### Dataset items

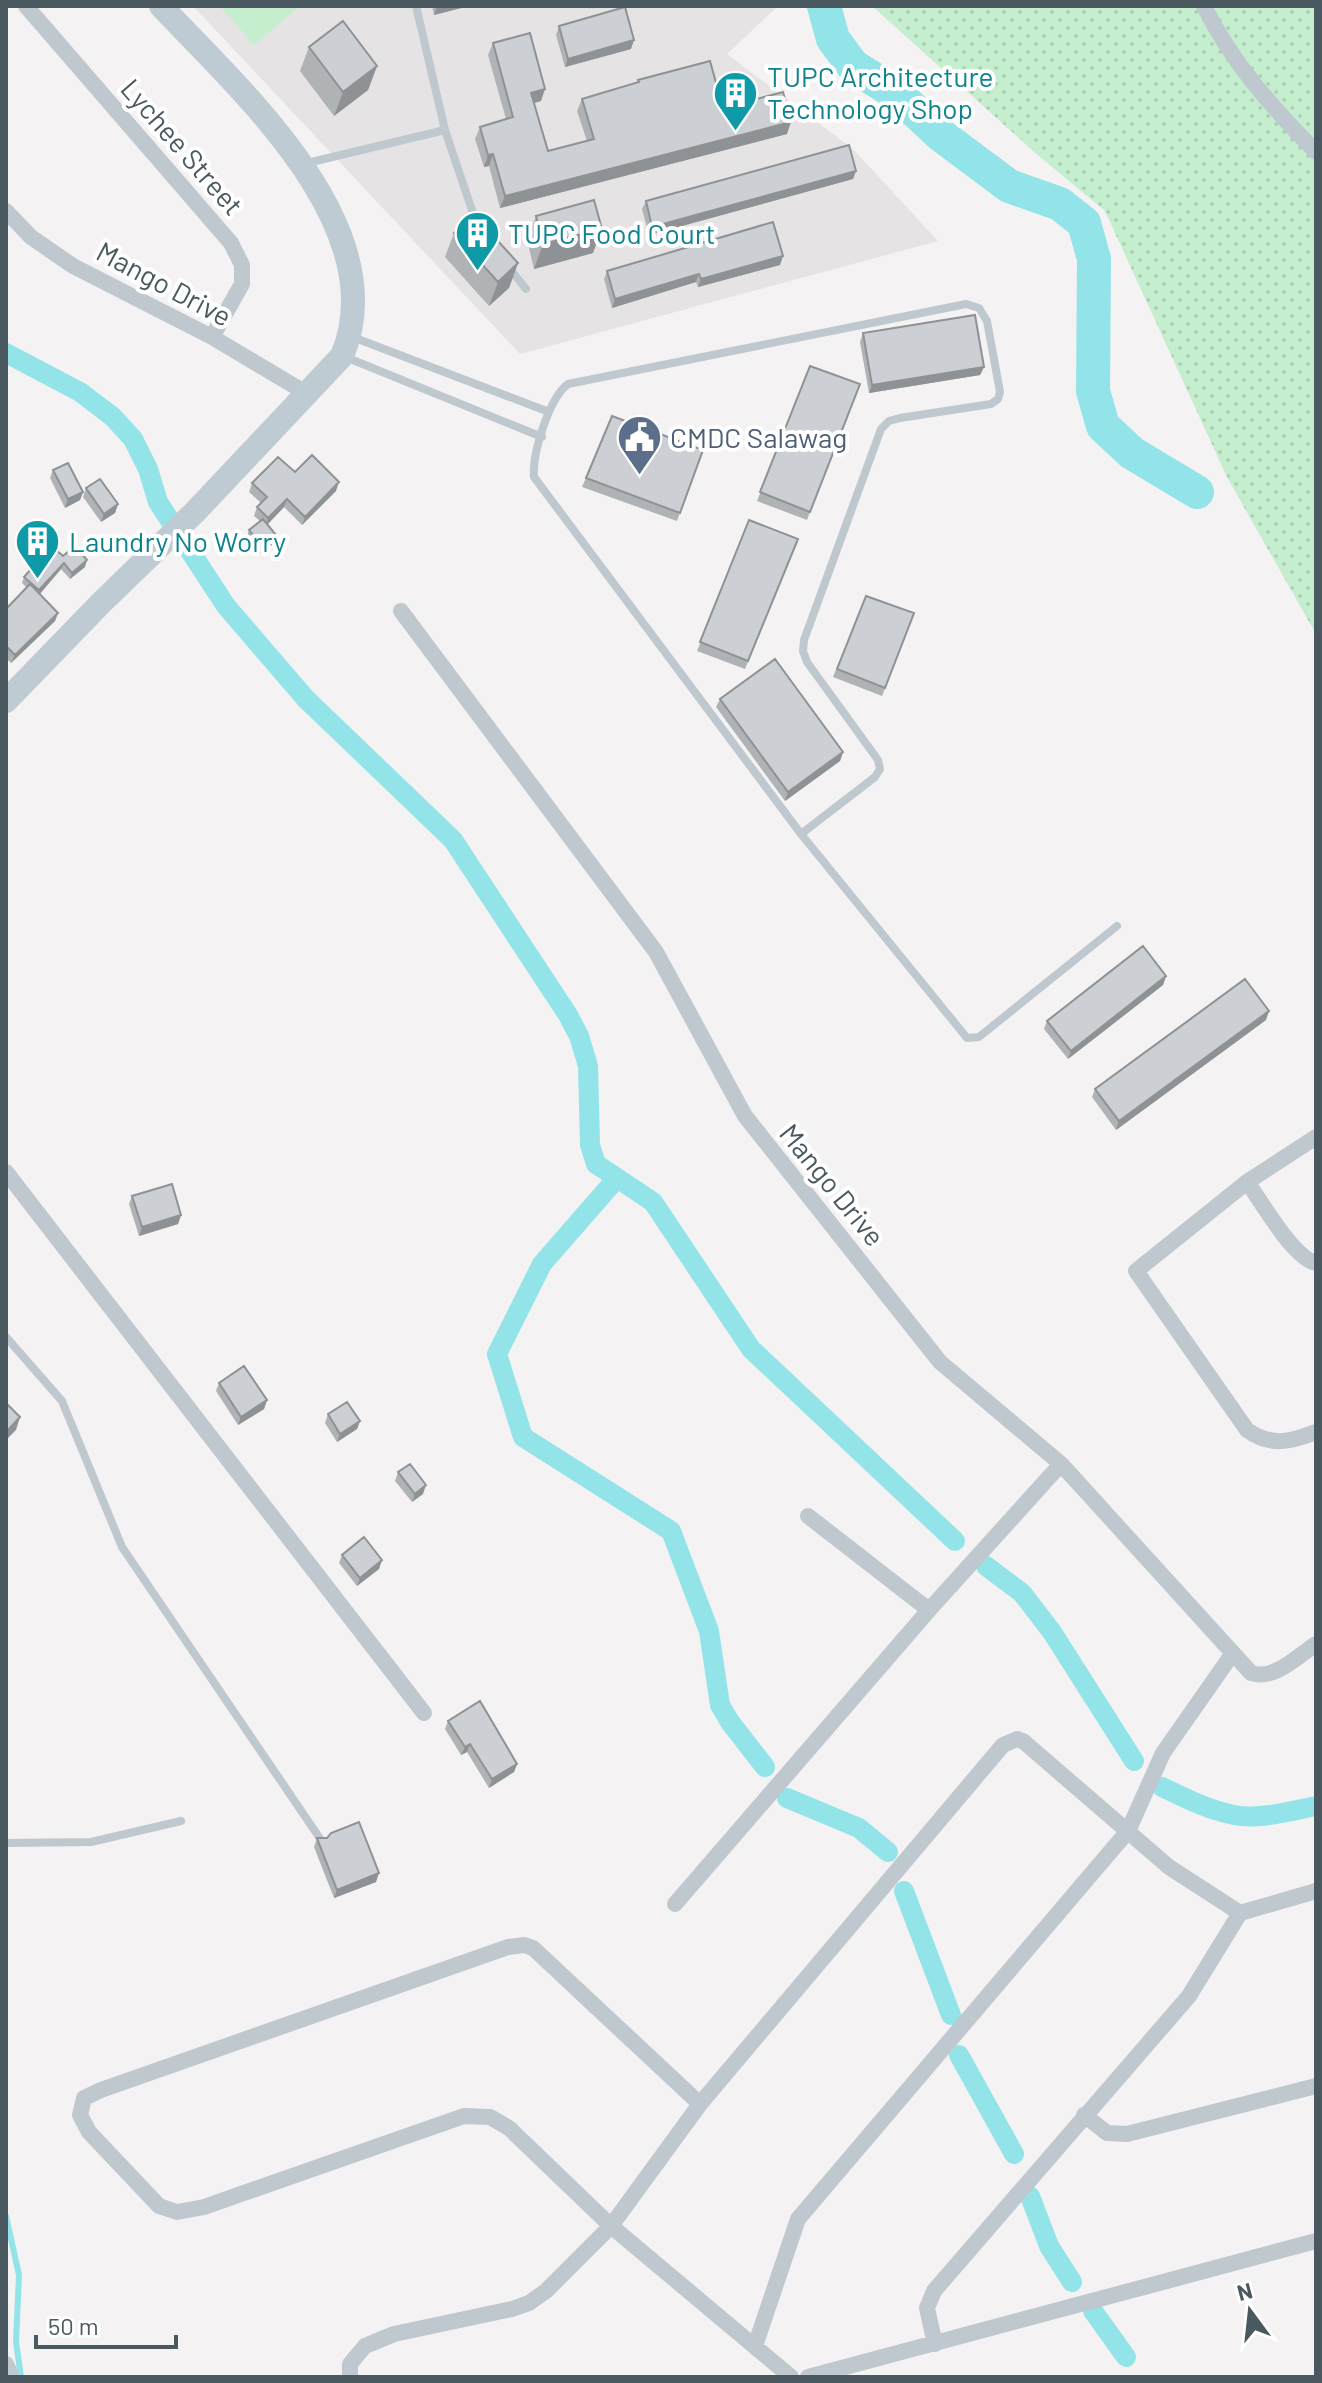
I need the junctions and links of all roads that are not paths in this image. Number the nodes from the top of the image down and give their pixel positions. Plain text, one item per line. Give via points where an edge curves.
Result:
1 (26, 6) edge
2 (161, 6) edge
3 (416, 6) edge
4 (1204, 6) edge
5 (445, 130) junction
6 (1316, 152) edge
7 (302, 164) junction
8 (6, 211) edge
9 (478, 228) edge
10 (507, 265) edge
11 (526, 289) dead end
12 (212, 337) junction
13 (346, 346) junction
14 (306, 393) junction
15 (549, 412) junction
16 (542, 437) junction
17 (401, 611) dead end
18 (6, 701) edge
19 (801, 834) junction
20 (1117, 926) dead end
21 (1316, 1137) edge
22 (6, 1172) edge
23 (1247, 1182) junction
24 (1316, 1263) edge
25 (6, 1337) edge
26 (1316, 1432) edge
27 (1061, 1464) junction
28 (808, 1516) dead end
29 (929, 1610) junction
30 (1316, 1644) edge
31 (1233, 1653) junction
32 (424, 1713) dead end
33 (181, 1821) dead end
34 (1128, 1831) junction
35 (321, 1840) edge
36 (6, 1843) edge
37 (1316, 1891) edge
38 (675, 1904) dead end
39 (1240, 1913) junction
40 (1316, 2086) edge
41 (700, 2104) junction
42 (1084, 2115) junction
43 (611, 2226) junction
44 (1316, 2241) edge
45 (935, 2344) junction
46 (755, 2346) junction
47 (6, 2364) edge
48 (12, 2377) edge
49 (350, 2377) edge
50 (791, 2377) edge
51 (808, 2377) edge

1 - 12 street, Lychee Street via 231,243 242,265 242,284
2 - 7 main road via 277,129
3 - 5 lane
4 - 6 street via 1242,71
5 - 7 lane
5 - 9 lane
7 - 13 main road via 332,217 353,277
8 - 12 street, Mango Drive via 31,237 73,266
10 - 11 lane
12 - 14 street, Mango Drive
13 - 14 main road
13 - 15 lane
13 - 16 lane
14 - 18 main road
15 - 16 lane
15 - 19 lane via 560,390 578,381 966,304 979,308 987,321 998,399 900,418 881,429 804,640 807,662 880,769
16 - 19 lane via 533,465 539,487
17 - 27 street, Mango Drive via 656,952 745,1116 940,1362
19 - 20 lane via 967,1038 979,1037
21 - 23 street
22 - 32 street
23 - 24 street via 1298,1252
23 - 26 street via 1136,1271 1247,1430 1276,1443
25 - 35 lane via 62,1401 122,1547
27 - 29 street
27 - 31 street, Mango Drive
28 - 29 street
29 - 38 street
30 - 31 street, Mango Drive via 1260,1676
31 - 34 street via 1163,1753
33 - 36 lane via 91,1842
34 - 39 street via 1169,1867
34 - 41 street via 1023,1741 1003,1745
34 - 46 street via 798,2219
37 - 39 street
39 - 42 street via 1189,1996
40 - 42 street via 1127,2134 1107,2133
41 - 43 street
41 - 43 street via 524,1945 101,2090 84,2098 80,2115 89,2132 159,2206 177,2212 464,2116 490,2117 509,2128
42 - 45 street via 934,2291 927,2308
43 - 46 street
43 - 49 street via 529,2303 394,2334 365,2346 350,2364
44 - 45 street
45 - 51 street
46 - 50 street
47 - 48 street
==
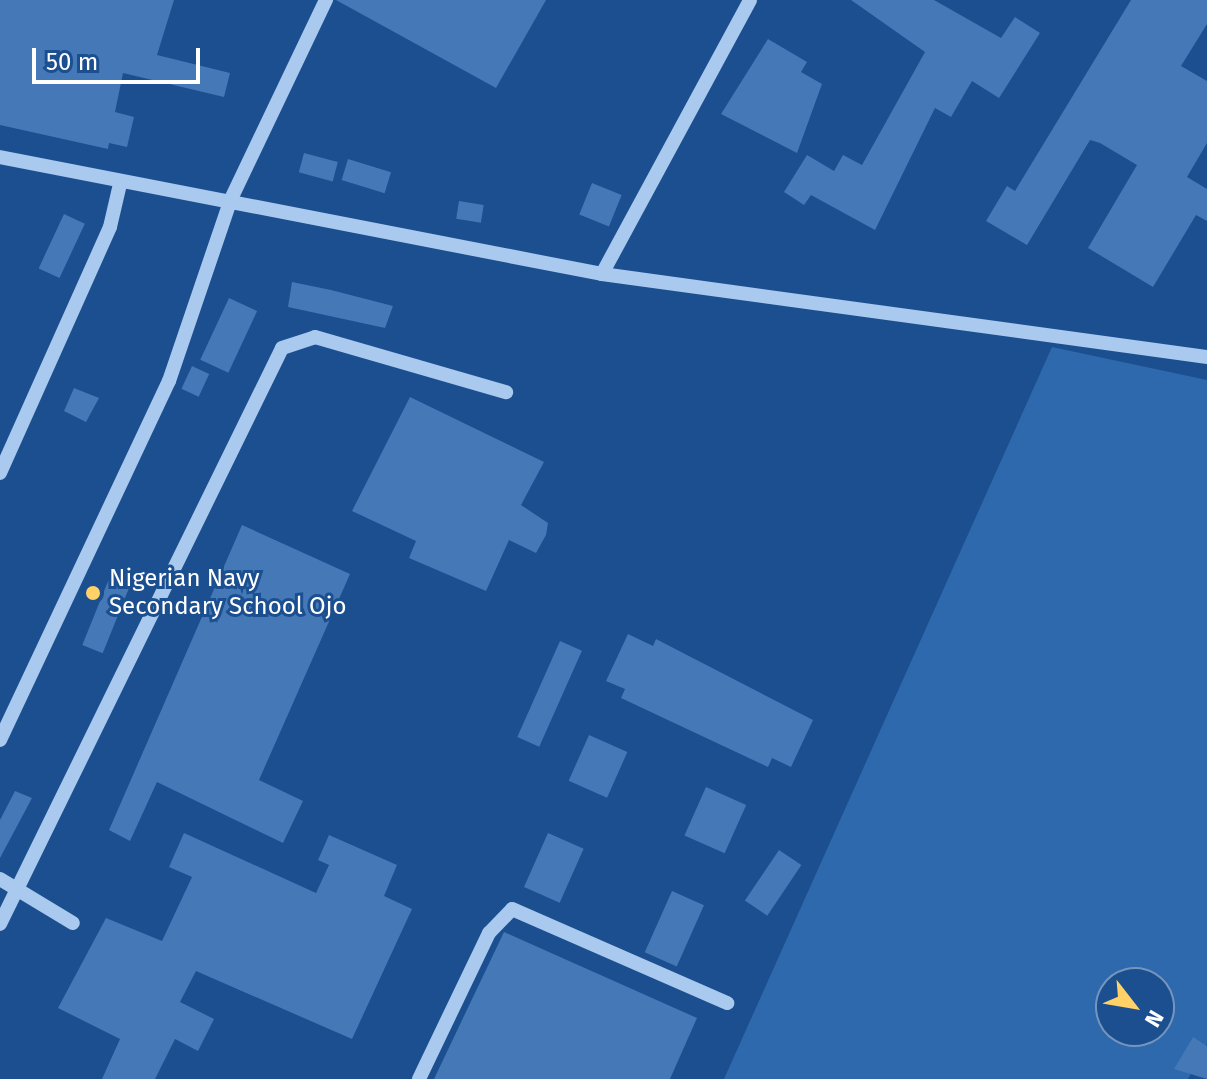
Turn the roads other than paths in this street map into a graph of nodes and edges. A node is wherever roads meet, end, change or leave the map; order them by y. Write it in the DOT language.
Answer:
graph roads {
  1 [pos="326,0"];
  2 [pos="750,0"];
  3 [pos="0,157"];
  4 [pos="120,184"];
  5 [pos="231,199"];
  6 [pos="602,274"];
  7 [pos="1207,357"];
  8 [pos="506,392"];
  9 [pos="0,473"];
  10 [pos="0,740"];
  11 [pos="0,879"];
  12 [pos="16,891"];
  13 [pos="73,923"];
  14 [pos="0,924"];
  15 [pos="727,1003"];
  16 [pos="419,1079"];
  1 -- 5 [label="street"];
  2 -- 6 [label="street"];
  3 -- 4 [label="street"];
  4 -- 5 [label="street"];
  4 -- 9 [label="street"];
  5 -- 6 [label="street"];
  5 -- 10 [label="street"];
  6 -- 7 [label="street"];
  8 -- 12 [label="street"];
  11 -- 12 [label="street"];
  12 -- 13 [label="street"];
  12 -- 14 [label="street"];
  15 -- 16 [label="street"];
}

### YOUR GOAL
If a line in the records above has the word "nodes", copy it out.

### TASK RESPONSE
I need the junctions and links of all roads that are not paths in this image. Number the nodes from the top of the image down and give their pixel positions. Plain text, one item per line. Give via points where an edge curves.
Turn the roads other than paths in this street map into a graph of nodes and edges. A node is wherever roads meet, end, change or leave the map; order them by y. Write it in the DOT language.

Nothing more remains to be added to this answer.